With sufficient heating, the insulation employed in the coaxial cable will tend to
become displaced and not return to its proper position, which will tend to destroy
the 50-ohm characteristic impedance desired to be maintained between the center and
outer coaxial conductors. In addition, burning of the insulation and melting of circuit
contacts may result.
[0003] In one form of prior art coaxial cable, a fluted Teflon insulator with a center hole
was employed to maintain the center and outer conductors properly spaced, but such
device was ineffective to accommodate a substantial amount of heat. Teflon foam has
also been used forthis purpose, but it lacks structural integrity.
[0004] Further, 90° turns in prior art coaxial cables have generally been made over a large
radius. Sharp right angle turns are usually avoided in any rf device because impedance
changes and rf heating resulting from such sharp turns are difficult to control effectively.

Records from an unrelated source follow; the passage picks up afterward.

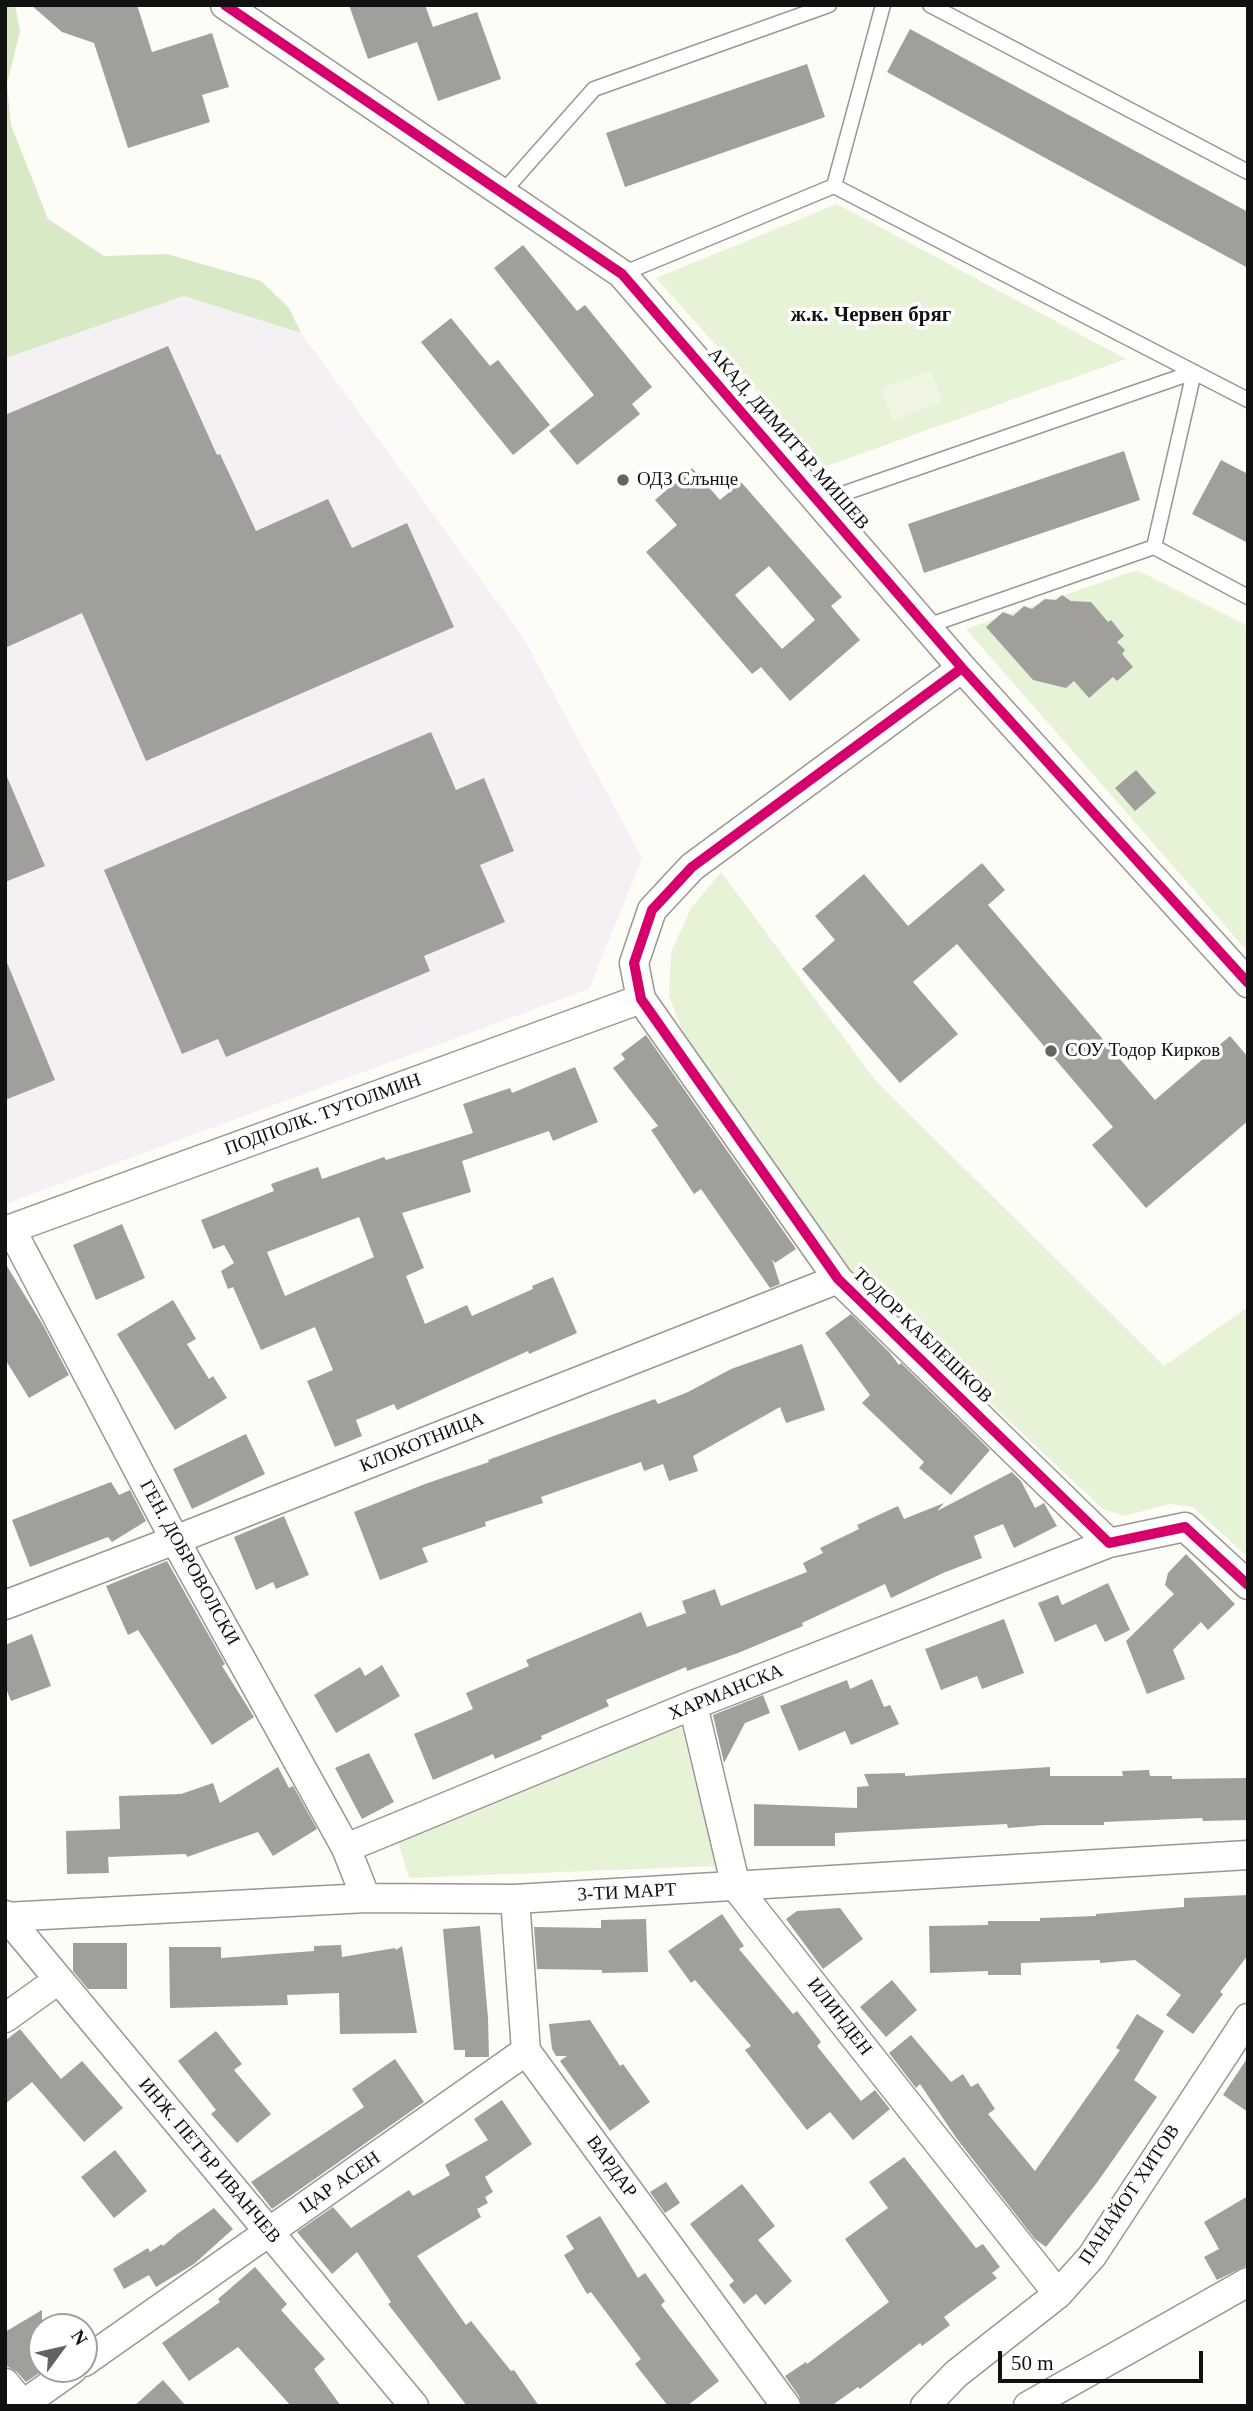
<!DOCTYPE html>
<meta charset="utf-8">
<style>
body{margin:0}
#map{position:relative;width:1253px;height:2411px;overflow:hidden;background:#fdfcf7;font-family:Georgia,serif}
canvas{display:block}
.frame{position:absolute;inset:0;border:7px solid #111;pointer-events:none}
.north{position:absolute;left:28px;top:2313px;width:70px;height:70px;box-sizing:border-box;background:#fff;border:2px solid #a0a0a0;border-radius:50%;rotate:57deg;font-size:19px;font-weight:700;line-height:28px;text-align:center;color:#111}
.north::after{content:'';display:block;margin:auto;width:24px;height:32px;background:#646362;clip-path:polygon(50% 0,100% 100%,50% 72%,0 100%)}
.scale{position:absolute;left:998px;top:2351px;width:205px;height:32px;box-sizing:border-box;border:4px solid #111;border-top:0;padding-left:9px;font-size:21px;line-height:24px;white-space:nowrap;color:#111;-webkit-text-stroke:5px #fff;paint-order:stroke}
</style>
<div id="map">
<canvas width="1253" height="2411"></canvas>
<div class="frame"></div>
<div class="north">N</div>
<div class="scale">50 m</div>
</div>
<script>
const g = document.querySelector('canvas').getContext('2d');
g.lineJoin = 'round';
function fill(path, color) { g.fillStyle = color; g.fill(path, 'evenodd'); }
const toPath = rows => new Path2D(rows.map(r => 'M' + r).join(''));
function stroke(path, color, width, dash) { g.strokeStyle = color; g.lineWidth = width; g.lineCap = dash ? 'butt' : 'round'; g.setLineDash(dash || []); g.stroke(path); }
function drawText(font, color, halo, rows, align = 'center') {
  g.font = font + ' Georgia,serif'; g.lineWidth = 7; g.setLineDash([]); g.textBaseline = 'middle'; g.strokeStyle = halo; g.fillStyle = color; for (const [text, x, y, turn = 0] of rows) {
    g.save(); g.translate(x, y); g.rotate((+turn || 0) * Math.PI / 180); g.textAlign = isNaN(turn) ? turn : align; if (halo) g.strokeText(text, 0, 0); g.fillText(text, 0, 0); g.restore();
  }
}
fill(toPath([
 [184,296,301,333,524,639,642,858,589,989,5,1204,5,355,7,358]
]), '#f5f0f3');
fill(toPath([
 [837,204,1126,359,824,467,656,278],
 [1137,570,1248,626,1248,952,966,629],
 [721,872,876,1081,1164,1366,1248,1307,1248,1557,1193,1507,1169,1504,1124,1516,1103,1509,849,1271,685,1038,669,996,671,952,691,908],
 [681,1725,716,1866,409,1878,397,1838]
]), '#e7f3d7');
fill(toPath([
 [5,5,15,5,20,31,7,84,11,125,48,219,104,256,167,254,261,281,289,308,301,333,184,296,6,358]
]), '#d8eac5');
fill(toPath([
 [931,370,942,402,893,420,881,389]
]), '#f0f6e1');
fill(toPath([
 [31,5,137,5,152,52,212,33,229,87,202,95,210,122,128,148,94,43,62,32],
 [349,5,425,5,433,27,477,12,501,79,438,101,417,42,368,59],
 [910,29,1248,212,1248,268,887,72],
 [807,64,825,117,625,187,606,133],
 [523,245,577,311,585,305,652,387,632,404,640,414,577,465,549,431,594,395,494,268],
 [451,318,490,366,498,360,550,425,513,455,421,342],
 [168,346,217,455,220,454,256,531,328,499,352,548,407,523,454,627,146,761,82,613,5,648,5,415],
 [1124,451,1140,500,924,573,908,524],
 [1221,460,1248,474,1248,543,1192,514],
 [692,468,720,500,741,482,842,597,831,606,860,640,790,701,761,667,752,674,646,552,677,525,655,500],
 [769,566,815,620,782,649,735,595],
 [1062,595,1071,601,1091,602,1108,622,1111,620,1124,636,1117,642,1125,650,1122,654,1133,667,1117,681,1113,677,1089,698,1074,681,1066,688,1033,680,986,627,1003,612,1013,616,1024,606,1032,609,1045,599,1056,600],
 [431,732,456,790,484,778,514,851,480,865,505,922,424,956,430,971,226,1057,218,1039,182,1054,104,870],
 [1136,770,1156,793,1135,811,1115,788],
 [5,772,45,866,5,882],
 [982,863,1005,890,988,905,1155,1100,1230,1036,1248,1057,1248,1121,1146,1208,1092,1145,1113,1127,957,944,913,982,958,1034,900,1083,802,969,835,940,815,916,864,874,908,926],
 [6,960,55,1080,5,1100,5,961],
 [646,1035,796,1249,775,1263,772,1259,780,1284,770,1288,701,1189,694,1194,651,1130,658,1126,613,1068,625,1059,621,1054],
 [575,1067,598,1122,553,1141,549,1131,462,1161,471,1192,402,1213,424,1268,406,1276,425,1324,467,1305,472,1316,533,1289,532,1286,553,1277,577,1333,529,1354,528,1351,397,1410,394,1404,356,1420,362,1436,335,1447,307,1381,333,1370,315,1327,261,1350,233,1287,228,1289,221,1271,234,1263,224,1245,213,1249,201,1220,274,1191,271,1184,318,1167,322,1179,384,1157,386,1160,473,1133,463,1104,510,1088,512,1093],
 [359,1217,374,1257,285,1296,267,1252],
 [122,1224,145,1278,96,1300,73,1245],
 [5,1263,43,1325,69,1375,29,1398,5,1359],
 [173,1300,196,1339,187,1344,209,1379,213,1376,227,1398,175,1430,117,1334],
 [851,1314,890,1353,899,1365,901,1363,990,1450,951,1495,919,1468,924,1462,862,1403,870,1395,825,1333],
 [802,1344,825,1410,786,1423,780,1407,693,1456,698,1471,669,1481,663,1464,644,1471,641,1462,541,1497,543,1503,485,1522,486,1526,422,1548,428,1562,380,1580,354,1512,425,1484,489,1462,488,1460,655,1399,658,1404,688,1392,731,1369],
 [246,1434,265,1474,192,1509,173,1469],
 [1012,1472,1021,1481,1035,1508,1044,1503,1057,1526,1014,1548,1003,1524,974,1536,982,1558,943,1573,891,1598,885,1584,802,1623,803,1626,738,1653,687,1671,686,1667,606,1700,609,1706,541,1736,542,1739,495,1759,493,1754,433,1780,414,1734,473,1709,466,1693,529,1666,526,1660,641,1612,647,1627,686,1613,682,1601,715,1589,721,1606,807,1572,803,1563,823,1553,820,1548,859,1529,857,1525,898,1506,904,1519,944,1503,937,1511],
 [111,1482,119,1495,130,1490,146,1521,112,1542,108,1537,30,1567,12,1520],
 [284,1516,309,1575,276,1589,273,1582,256,1590,234,1537],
 [1186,1554,1235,1604,1208,1630,1201,1622,1173,1650,1185,1679,1147,1694,1126,1641,1174,1594,1165,1585,1168,1573],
 [167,1561,225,1664,222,1666,254,1717,212,1745,138,1630,128,1635,106,1586],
 [1108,1583,1130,1630,1105,1642,1096,1624,1055,1642,1038,1603,1058,1595,1062,1605],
 [1004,1619,1024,1673,982,1689,977,1676,941,1690,925,1649],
 [32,1634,51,1686,11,1701,5,1686,5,1645],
 [382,1665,400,1696,336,1733,314,1695,360,1667,365,1676],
 [872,1679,884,1707,890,1705,899,1724,851,1745,845,1731,799,1751,780,1706,847,1680,850,1689],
 [763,1695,770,1713,745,1723,724,1763,713,1715],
 [369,1753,394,1802,362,1819,335,1768],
 [278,1767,289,1788,293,1786,317,1829,273,1856,258,1832,187,1857,186,1854,108,1857,109,1873,67,1874,66,1831,120,1829,119,1796,181,1794,213,1783,220,1803],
 [1050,1767,1050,1776,1123,1776,1122,1771,1149,1770,1150,1776,1172,1776,1172,1779,1248,1778,1248,1820,1203,1821,1202,1818,1104,1822,1104,1825,1044,1825,1008,1828,1007,1824,835,1833,835,1846,754,1846,754,1804,857,1808,857,1787,869,1786,864,1774,905,1773,905,1776],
 [1248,1895,1248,1955,1220,1992,1223,1994,1193,2034,1166,2015,1181,1995,1135,1960,1100,1963,1100,1960,1021,1963,1021,1975,988,1975,988,1971,930,1973,929,1926,988,1925,988,1921,1040,1921,1040,1918,1096,1916,1096,1914,1184,1907,1184,1898],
 [840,1908,863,1939,823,1969,786,1919,797,1911],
 [722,1914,744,1946,739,1949,793,2014,797,2011,821,2042,817,2046,861,2101,875,2090,890,2109,853,2140,830,2112,807,2130,745,2050,751,2046,695,1980,691,1983,668,1951],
 [646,1919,648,1972,602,1973,602,1970,537,1969,534,1927,601,1928,601,1920],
 [480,1926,488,2018,489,2057,465,2057,465,2050,454,2050,443,1929],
 [73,1943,127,1943,127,1989,88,1989,73,1971],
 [341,1945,342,1957,395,1948,396,1950,402,1946,417,2033,340,2034,339,1993,287,1995,288,2005,170,2008,169,1947,221,1947,221,1958,314,1951,314,1946],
 [892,1980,917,2010,886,2037,860,2007],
 [1137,2014,1164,2031,1134,2080,1157,2097,1096,2184,1046,2247,1035,2239,957,2139,920,2084,916,2088,889,2053,911,2035,951,2082,963,2074,971,2087,978,2083,995,2109,988,2114,1035,2171,1120,2050,1116,2048],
 [590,2020,620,2066,623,2064,650,2102,610,2131,560,2061,567,2056,556,2056,552,2049,549,2024],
 [20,2029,61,2079,82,2061,123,2108,84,2142,32,2082,5,2104,5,2041],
 [216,2031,242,2064,234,2070,271,2114,237,2143,211,2114,216,2110,178,2061],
 [1248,2057,1248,2112,1223,2095],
 [395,2059,424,2102,272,2209,251,2182,364,2107,352,2089],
 [502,2100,532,2144,485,2177,493,2192,485,2197,488,2203,477,2209,481,2217,417,2256,466,2325,471,2321,511,2371,514,2370,539,2406,467,2406,388,2304,391,2302,357,2252,332,2274,297,2232,333,2207,351,2228,409,2190,413,2196,450,2175,445,2165,488,2140,474,2119],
 [115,2150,147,2191,114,2218,81,2177],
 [904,2157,976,2248,983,2244,1000,2267,992,2273,997,2278,944,2317,950,2325,922,2346,920,2343,860,2389,858,2387,831,2406,802,2406,799,2396,785,2376,806,2362,807,2364,889,2302,845,2239,888,2208,869,2182],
 [666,2182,680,2203,665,2213,650,2192],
 [742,2184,775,2226,758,2240,792,2281,765,2305,756,2294,744,2304,729,2285,734,2281,690,2224],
 [1248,2196,1248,2265,1217,2280,1204,2257,1219,2249,1204,2222],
 [214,2208,233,2229,194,2264,156,2287,149,2275,124,2289,113,2269,148,2248,150,2252,162,2244,163,2246,177,2234],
 [600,2216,638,2278,645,2273,665,2301,661,2305,719,2381,687,2406,668,2406,635,2364,641,2359,591,2292,587,2294,564,2255,574,2249,566,2236],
 [255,2267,287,2304,281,2310,325,2359,314,2369,341,2406,291,2406,238,2347,189,2381,162,2343,220,2302,218,2299],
 [42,2310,42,2371,26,2382,17,2372,5,2365,5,2332],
 [163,2380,186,2406,134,2406]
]), '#a19f9c');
const service = toPath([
 [930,5,1248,172],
 [834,186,883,5],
 [502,193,594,89,829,5],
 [622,274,834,186,1248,400],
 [819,502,1194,372],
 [1154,547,1194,372],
 [927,626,1154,547,1248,597]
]);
const minor = toPath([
 [225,5,622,274,962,668,1248,983],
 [962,668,692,867,652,910,634,963,641,999,838,1279,1109,1543,1185,1527,1248,1585],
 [11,1229,175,1540,346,1848,366,1898],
 [5,1231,641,999],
 [5,1605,175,1540,838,1279],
 [693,1705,736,1887,1058,2294],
 [346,1848,693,1705,1109,1543],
 [515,1899,526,2051,786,2406],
 [5,1915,414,2406],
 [5,1917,366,1898,515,1899,1248,1855],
 [5,2018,58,1980],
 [84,2362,526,2051],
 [5,2383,24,2406],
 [21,2406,73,2369],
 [925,2406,956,2374,1058,2294,1092,2256,1248,2018],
 [1028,2406,1248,2282]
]);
stroke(service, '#979795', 17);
stroke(minor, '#979795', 31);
stroke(service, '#fffffe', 14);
stroke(minor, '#fffffe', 28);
stroke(toPath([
 [225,5,622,274,962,668,1248,983],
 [962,668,692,867,652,910,634,963,641,999,838,1279,1109,1543,1185,1527,1248,1585]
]), '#d6006c', 10);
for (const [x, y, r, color] of [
 [623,480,7,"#646362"],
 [1051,1051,7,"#646362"]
]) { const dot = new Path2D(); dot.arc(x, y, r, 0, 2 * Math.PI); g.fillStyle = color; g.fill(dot); stroke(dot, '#fff', 2.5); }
drawText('19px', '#111', '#fff', [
 ["АКАД. ДИМИТЪР МИШЕВ",788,439,49],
 ["ПОДПОЛК. ТУТОЛМИН",323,1115,-20],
 ["ТОДОР КАБЛЕШКОВ",922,1336,44],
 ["КЛОКОТНИЦА",422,1443,-22],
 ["ГЕН. ДОБРОВОЛСКИ",189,1563,61],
 ["ХАРМАНСКА",726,1693,-22],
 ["3-ТИ МАРТ",627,1893,-3],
 ["ИЛИНДЕН",839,2017,52],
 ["ИНЖ. ПЕТЪР ИВАНЧЕВ",209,2161,50],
 ["ВАРДАР",611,2167,54],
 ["ЦАР АСЕН",340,2183,-35],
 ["ПАНАЙОТ ХИТОВ",1130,2195,-56]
]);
drawText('19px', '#111', '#fff', [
 ["ОДЗ Слънце",637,480],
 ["СОУ Тодор Кирков",1065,1051]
], 'left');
drawText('bold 21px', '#111', '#fff', [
 ["ж.к. Червен бряг",871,316]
]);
</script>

[0005] US-A-2,813,144 describes a coaxial connector or cable, respectively, comprising an
inner conductor having a 90° bend and a reduced diameter portion at one end, a tubular
outer conductor coaxially disposed about and spaced from said inner conductor, insulating
fitting defining a 90° bend and a center hole therethrough for receiving said inner
conductor, an electrically conductive sleeve for receiving the other end of said inner
conductor, and a housing coaxially disposed the one end region of said outer conductor.
The insulator fitting is composed of solid material.
[0006] US-A-3,349,166 describes a connector fitting comprising an inner conductor having
a 90° bend and a reduced diameter portion at one end, a tubular outer conductor coaxially
disposed about and spaced from said inner conductor, insulating fitting defining a
90° bend and a center hole therethrough for receiving said inner conductor, and an
electrically conductive sleeve for receiving the one end of said inner conductor.
The insulator fitting is composed of solid material.
[0007] The connectors or cables, respectively, of above cited documents comprise isolator
fittings of solid material and can only be used in applications where high frequencies
and high average power are of lesser concern.
Summary of the Invention
[0008] It is, therefore, an object of the present invention to provide a low-cost high-power
coaxial cable which accommodates a substantial amount of heat during operation.
[0009] It is a further object of the invention to provide a coaxial cable having a novel
insulating system for maintaining the center and outer coaxial conductors properly
spaced while maintaining the proper impedance between them.
[0010] It is another object of the invention to provide a coaxial cable that accommodates
a sharp right angle turn without the generation of a substantial impedance mismatch.
[0011] The invention is indicated in claim 1.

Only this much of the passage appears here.